If you live in New York, Boston, Seattle, San Francisco, San Diego, or any other ridiculously expensive area, then this post is for you. Because today, I’m going to show you how it’s possible to purchase your very own house on almost any income.

Want to buy a house in an expensive area? Step right up and let’s get crakin’.

How to Buy a House in an Expensive Area

Let’s say that you have your heart set on buying a house (and you absolutely refuse to move to a lower-cost area), what all can you do to make it happen?

The Rules of Buying a House

Before we get into the action steps, let’s lay out the ground rules for buying a house.

buy a house in an expensive areaYou should:

  1. put at least 10% down,
  2. buy a home with a 15-year fixed mortgage, and
  3. have a monthly payment that’s no more than 25% of your take-home pay.

So what does this mean for all you folks that want to buy a house in an expensive area?

Let’s say you’d like to buy a nice condo in the San Fransisco area. The cost? $899,999.

In order to buy this, I’d recommend that you:

  • put $90,000 down (10%),
  • buy it on a 15-year fixed mortgage loan,
  • and with a resulting $5,680 monthly payment, you should be netting 4x that at $22,720…

…which is basically a pre-tax income of $400,000 a year.

Whew! These numbers might be pretty tough for some of you, but don’t stop reading! Let’s figure out how we can make it happen!

Want to calculate these details for your situation? Use my free Mortgage Payoff Calculator.
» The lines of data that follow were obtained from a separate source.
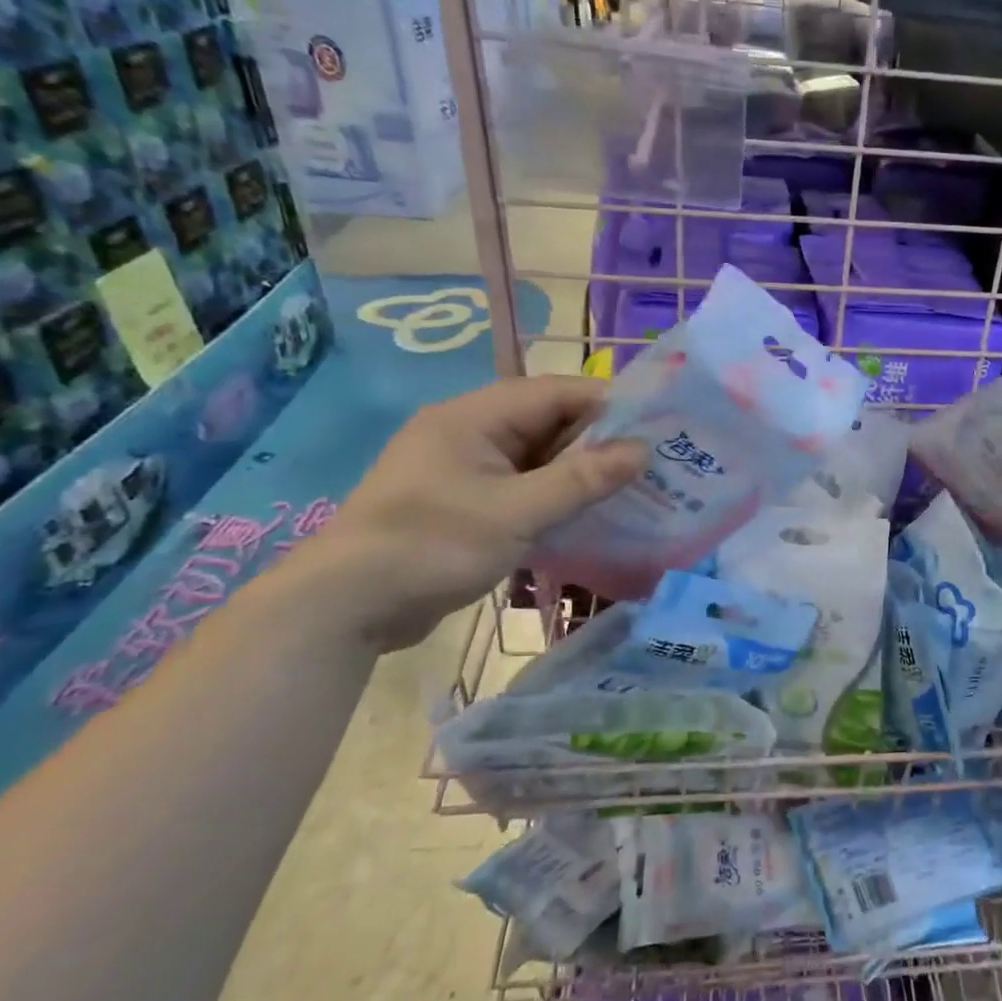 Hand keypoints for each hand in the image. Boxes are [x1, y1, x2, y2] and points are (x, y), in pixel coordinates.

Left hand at [291, 377, 644, 650]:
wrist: (345, 608)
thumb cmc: (433, 546)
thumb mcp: (518, 512)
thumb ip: (582, 479)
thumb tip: (642, 450)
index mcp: (473, 417)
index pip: (555, 392)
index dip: (607, 404)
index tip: (656, 426)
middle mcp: (468, 432)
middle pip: (547, 422)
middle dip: (598, 441)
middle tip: (651, 462)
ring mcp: (463, 469)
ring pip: (536, 457)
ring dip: (578, 472)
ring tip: (630, 488)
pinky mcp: (462, 503)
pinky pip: (521, 486)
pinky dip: (553, 496)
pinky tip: (587, 515)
Related: Free Mortgage Payoff Calculator – How Fast Could You Pay Off YOUR Mortgage?

1) Clear Up All Your Debts

It makes absolutely no sense to save up money in your bank account while you’re making interest payments on your car, your student loans, or your credit card. Before you start saving up for a house, you should be completely debt free.

This will:

  1. Allow you to save up faster once the debt is gone, and
  2. It will allow you to make your house payments without the stress of a million other payments.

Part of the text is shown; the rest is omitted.